§ PROVIDED DATA:
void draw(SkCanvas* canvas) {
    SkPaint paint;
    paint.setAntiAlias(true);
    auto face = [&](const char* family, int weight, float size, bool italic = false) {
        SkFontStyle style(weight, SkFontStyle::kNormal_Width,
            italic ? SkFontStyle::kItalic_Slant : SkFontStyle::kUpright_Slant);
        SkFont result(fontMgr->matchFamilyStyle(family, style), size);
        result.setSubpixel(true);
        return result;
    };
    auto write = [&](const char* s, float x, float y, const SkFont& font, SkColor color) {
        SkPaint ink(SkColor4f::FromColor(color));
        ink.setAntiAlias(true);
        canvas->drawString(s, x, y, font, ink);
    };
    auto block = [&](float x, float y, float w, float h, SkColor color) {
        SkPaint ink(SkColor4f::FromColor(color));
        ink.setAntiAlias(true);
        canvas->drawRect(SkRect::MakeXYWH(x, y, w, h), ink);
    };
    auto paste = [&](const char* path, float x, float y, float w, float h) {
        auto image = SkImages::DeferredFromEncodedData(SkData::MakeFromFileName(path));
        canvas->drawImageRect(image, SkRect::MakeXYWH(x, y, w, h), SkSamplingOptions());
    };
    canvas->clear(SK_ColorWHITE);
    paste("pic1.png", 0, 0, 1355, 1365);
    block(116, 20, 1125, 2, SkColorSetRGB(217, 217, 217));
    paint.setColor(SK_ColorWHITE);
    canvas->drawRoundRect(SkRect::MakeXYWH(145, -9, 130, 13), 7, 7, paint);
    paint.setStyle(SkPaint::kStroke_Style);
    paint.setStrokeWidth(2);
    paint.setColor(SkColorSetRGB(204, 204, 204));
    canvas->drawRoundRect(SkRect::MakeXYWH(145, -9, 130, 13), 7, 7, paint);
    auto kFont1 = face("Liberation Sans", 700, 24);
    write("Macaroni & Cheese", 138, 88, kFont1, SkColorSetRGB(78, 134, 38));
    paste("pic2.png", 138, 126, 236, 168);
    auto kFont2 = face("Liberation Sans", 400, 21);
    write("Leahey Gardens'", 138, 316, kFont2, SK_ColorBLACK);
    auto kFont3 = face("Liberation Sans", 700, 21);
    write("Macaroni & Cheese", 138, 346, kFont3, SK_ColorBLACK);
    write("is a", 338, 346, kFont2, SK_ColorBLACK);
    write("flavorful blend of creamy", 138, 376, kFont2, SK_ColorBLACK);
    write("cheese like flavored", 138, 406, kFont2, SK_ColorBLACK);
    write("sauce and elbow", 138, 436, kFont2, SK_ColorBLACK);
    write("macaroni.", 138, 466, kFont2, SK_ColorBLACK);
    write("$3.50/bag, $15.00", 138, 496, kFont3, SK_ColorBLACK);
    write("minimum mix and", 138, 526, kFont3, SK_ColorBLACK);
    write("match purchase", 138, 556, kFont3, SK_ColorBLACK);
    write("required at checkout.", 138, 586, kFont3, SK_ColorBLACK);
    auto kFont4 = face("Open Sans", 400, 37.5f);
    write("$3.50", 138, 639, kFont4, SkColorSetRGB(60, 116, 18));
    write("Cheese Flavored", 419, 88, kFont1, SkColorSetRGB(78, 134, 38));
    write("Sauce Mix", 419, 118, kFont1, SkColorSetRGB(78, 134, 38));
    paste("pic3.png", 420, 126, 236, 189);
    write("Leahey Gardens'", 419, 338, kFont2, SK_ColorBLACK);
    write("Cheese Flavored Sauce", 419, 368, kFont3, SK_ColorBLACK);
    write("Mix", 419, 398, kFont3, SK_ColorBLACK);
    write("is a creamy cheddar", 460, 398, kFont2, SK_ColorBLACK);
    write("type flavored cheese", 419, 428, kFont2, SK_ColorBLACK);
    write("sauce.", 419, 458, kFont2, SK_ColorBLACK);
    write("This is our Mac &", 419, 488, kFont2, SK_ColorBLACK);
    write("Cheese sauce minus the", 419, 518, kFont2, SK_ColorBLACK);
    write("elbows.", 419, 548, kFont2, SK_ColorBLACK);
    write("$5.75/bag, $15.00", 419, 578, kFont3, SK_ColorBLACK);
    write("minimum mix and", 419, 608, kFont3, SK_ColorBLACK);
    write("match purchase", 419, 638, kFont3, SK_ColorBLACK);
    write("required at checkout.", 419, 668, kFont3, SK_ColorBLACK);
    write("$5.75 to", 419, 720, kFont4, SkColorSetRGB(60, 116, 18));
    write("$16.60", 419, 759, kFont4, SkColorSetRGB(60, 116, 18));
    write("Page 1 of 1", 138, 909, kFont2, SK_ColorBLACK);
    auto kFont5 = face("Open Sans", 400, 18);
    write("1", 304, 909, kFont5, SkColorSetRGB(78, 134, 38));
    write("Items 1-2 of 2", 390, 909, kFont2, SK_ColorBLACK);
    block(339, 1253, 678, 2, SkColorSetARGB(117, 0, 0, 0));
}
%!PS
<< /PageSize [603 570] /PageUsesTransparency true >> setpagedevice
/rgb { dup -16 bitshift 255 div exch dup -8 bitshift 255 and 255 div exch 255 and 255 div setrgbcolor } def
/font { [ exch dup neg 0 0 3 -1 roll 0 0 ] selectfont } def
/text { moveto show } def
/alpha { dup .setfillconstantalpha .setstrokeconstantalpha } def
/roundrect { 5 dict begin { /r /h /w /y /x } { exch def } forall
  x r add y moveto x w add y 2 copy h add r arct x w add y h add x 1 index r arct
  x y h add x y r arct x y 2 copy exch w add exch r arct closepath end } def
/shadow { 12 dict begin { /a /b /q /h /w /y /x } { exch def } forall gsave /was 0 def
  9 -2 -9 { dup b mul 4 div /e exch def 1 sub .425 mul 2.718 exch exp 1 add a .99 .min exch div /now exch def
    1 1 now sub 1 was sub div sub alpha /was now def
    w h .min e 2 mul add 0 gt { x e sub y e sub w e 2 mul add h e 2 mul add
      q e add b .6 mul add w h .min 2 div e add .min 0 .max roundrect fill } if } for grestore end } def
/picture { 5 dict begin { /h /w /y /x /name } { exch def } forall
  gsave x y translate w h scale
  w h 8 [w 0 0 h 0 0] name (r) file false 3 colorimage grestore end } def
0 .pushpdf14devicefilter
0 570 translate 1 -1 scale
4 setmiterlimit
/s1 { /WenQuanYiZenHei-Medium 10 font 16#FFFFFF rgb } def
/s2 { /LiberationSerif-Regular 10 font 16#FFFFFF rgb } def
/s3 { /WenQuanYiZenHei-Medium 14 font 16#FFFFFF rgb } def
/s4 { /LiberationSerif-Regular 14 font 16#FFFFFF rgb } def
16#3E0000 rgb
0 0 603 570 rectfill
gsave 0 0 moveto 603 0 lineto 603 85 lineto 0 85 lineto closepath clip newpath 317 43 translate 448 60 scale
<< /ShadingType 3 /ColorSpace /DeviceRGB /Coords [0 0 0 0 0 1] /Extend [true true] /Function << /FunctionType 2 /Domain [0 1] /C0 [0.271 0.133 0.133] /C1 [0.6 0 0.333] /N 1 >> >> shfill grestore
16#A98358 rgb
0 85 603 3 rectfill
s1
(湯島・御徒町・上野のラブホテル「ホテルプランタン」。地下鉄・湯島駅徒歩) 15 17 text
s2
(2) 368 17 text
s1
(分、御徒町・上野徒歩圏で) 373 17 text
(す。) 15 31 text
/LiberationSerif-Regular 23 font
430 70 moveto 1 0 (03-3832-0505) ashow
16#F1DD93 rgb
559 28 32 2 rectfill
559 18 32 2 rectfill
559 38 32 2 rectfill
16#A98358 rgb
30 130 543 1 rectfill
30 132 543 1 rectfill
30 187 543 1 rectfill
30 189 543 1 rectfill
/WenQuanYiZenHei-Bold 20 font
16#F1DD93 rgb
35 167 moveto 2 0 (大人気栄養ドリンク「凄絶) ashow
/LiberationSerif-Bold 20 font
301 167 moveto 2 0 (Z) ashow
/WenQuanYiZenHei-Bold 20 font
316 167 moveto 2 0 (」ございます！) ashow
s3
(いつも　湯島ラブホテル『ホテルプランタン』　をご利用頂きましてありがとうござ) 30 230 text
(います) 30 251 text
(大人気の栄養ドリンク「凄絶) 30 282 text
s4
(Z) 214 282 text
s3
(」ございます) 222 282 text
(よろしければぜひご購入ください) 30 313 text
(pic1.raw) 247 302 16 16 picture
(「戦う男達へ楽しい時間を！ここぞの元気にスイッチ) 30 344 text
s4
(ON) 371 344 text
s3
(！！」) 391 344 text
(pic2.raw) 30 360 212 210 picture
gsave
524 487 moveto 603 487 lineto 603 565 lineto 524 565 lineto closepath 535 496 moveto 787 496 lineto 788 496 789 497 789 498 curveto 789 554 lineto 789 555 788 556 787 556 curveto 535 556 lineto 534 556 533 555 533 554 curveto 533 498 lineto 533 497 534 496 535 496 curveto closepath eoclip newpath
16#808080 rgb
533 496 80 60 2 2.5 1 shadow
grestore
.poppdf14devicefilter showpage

§ TASK STATEMENT:
Show each line in the listing above that has "float".

§ OUTPUT FOR THIS TASK:
    auto face = [&](const char* family, int weight, float size, bool italic = false) {
    auto write = [&](const char* s, float x, float y, const SkFont& font, SkColor color) {
    auto block = [&](float x, float y, float w, float h, SkColor color) {
    auto paste = [&](const char* path, float x, float y, float w, float h) {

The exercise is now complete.